The scene is a newspaper office. The editor says to one of his reporters: There’s a fire raging out of control west of town and I want you to get out there fast. And above all, get some good shots. If that means you have to hire an airplane, just do it. Don’t worry about the expense. So, the reporter calls the local FBO and orders a plane. He rushes out to the airport, spots a small aircraft with a young pilot in it, pulls open the door, jumps in and says to the pilot: Let’s go, take off. As directed, the pilot takes off, gets up to altitude, and the reporter then tells him: See that fire raging to the west? I want you to fly over that and get down as close as you can. Incredulous, the pilot says: You want me to fly over that fire? Sure, the reporter says, I am a photojournalist and that’s why I am here–to take dramatic shots of the fire! The pilot looks over with a quizzical look on his face and says: “You’re not the flight instructor?”
Albert Einstein
When Albert Einstein was making the rounds of the speaker’s circuit, he usually found himself eagerly longing to get back to his laboratory work. One night as they were driving to yet another rubber-chicken dinner, Einstein mentioned to his chauffeur (a man who somewhat resembled Einstein in looks & manner) that he was tired of speechmaking.

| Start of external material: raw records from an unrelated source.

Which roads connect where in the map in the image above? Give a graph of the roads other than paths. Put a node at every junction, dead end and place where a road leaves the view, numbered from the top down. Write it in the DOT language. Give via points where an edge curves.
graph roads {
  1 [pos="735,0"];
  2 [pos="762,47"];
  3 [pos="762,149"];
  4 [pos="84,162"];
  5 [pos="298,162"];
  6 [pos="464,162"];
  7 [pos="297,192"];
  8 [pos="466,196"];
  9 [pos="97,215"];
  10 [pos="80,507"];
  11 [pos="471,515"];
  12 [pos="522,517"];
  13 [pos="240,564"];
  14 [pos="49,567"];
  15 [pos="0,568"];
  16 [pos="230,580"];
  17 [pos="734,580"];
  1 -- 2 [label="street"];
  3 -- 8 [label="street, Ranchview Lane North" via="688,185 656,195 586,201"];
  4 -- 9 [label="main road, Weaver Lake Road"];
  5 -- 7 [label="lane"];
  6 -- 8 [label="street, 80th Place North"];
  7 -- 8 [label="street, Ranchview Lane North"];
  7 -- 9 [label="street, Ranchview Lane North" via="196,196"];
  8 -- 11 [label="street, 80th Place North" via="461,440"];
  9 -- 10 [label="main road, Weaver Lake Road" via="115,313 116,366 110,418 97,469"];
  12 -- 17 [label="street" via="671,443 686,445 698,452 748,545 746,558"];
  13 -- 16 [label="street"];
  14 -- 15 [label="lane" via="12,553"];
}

“I have and idea, boss,” his chauffeur said. “I’ve heard you give this speech so many times. I’ll bet I could give it for you.”
Einstein laughed loudly and said, “Why not? Let’s do it!”
When they arrive at the dinner, Einstein donned the chauffeur’s cap and jacket and sat in the back of the room. The chauffeur gave a beautiful rendition of Einstein’s speech and even answered a few questions expertly.
Then a supremely pompous professor asked an extremely esoteric question about anti-matter formation, digressing here and there to let everyone in the audience know that he was nobody’s fool.
Without missing a beat, the chauffeur fixed the professor with a steely stare and said, “Sir, the answer to that question is so simple that I will let my chauffeur, who is sitting in the back, answer it for me.”
Engineers vs. Computer Scientists
Well, there are people who say “the glass is half empty” and there are people who say “the glass is half full.” There are others who would say “the glass is at 50% of capacity.” We call those people engineers.
We don’t let them near the microwave oven, for fear that they will take it apart and put it back together according to some twisted plan only they know, and the next time we go to melt some cheeze-whiz for our nachos, we wind up starting world war III. I’m a computer science major, so I frequently say “I don’t care how much stuff’s in the glass, just keep the damn thing away from the keyboard.”
Then the engineers laugh and say something like “I won’t spill this 591 milliliter container of mountain dew on your computer” which they of course immediately do, prompting a bitter argument followed by a violent brawl, which lasts for a number of minutes until someone notices that “Baywatch” is on, and everyone puts their differences aside and stares at the screen and says things like “There’s no way those can be real.” and an engineer does some quick calculations and says something like “the support structure alone would weigh several tons.” and a computer science major would say something like “Well, if they had an SGI and a 32 bit video card, they could use a 3-d modeler/renderer to texture map them on there…” and someone else would say “Who cares? Just look at ‘em.”
And then we would all agree that technology was wonderful, no matter how it worked, and then we all go down to Burger King and make fun of the English majors hard at work.